Opinion
NO: 1:14CV00021 BSM/HDY
03-13-2014
PROPOSED FINDINGS AND RECOMMENDATIONS
INSTRUCTIONS
The following recommended disposition has been sent to Chief United States District Brian S. Miller. Any party may serve and file written objections to this recommendation. Objections should be specific and should include the factual or legal basis for the objection. If the objection is to a factual finding, specifically identify that finding and the evidence that supports your objection. An original and one copy of your objections must be received in the office of the United States District Court Clerk no later than fourteen (14) days from the date of the findings and recommendations. The copy will be furnished to the opposing party. Failure to file timely objections may result in waiver of the right to appeal questions of fact.
If you are objecting to the recommendation and also desire to submit new, different, or additional evidence, and to have a hearing for this purpose before the District Judge, you must, at the same time that you file your written objections, include the following:
1. Why the record made before the Magistrate Judge is inadequate.From this submission, the District Judge will determine the necessity for an additional evidentiary hearing, either before the Magistrate Judge or before the District Judge.
2. Why the evidence proffered at the hearing before the District Judge (if such a hearing is granted) was not offered at the hearing before the Magistrate Judge.
3. The detail of any testimony desired to be introduced at the hearing before the District Judge in the form of an offer of proof, and a copy, or the original, of any documentary or other non-testimonial evidence desired to be introduced at the hearing before the District Judge.
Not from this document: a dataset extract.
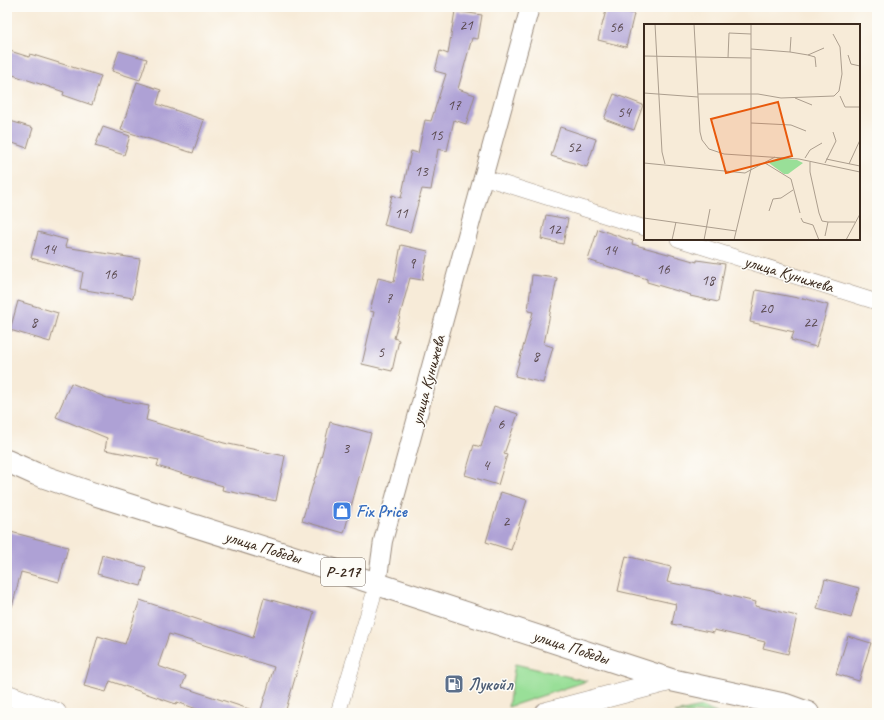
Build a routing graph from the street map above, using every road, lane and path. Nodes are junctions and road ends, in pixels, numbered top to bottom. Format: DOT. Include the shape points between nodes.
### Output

Mail your objections and "Statement of Necessity" to:
Clerk, United States District Court
Eastern District of Arkansas
600 West Capitol Avenue, Suite A149
Little Rock, AR 72201-3325
DISPOSITION
Plaintiff James E. Williams, an inmate at the Arkansas Department of Correction's Varner Unit, filed a pro se complaint, pursuant to 42 U.S.C. § 1983, on March 12, 2014. Sgt. James A. Hill is the only Defendant.
I. Screening
Before docketing the complaint, or as soon thereafter as practicable, the Court must review the complaint to identify cognizable claims or dismiss the complaint if it: (1) is frivolous or malicious; (2) fails to state a claim upon which relief may be granted; or (3) seeks monetary relief against a defendant who is immune from such relief. See 28 U.S.C. § 1915A. Fed.R.Civ.P. 8(a)(2) requires only "a short and plain statement of the claim showing that the pleader is entitled to relief." In Bell Atlantic Corporation v. Twombly, 550 U.S. 544, 555 (2007) (overruling Conley v. Gibson, 355 U.S. 41 (1967), and setting new standard for failure to state a claim upon which relief may be granted), the Court stated, "a plaintiff's obligation to provide the 'grounds' of his 'entitle[ment]to relief' requires more than labels and conclusions, and a formulaic recitation of the elements of a cause of action will not do....Factual allegations must be enough to raise a right to relief above the speculative level," citing 5 C. Wright & A. Miller, Federal Practice and Procedure § 1216, pp. 235-236 (3d ed. 2004). A complaint must contain enough facts to state a claim to relief that is plausible on its face, not merely conceivable. Twombly at 570. However, a pro se plaintiff's allegations must be construed liberally. Burke v. North Dakota Dept. of Corr. & Rehab., 294 F.3d 1043, 1043-1044 (8th Cir.2002) (citations omitted).
II. Analysis
According to Plaintiff's complaint, on February 12, 2012, at the Arkansas Department of Correction's Grimes Unit, Hill accused him of placing boxer shorts and tissues with his blood and semen on them in a medical sick call box, along with a sick call form and a letter he wrote. Although Plaintiff did leave the sick call form and letter, he denied knowledge of the boxer shorts and tissues. Despite Plaintiff's denials, Hill wrote him a disciplinary charge falsely charging him with a number of violations in connection with the incident. Plaintiff appeared at a hearing, was found guilty on all the charges, and sentenced to 60 days of commissary, phone, and visitation restriction; 30 days of punitive isolation; and a reduction in class. Plaintiff asserts Hill's failure to have the bodily fluids tested by an expert and compared to his DNA violated his Eighth Amendment rights, and that he was denied due process in the proceedings. Plaintiff has no right to a particular class status, and, because he suffered no atypical and significant hardship as a result of his conviction, and false disciplinary charges are not themselves actionable, Plaintiff's complaint should be dismissed.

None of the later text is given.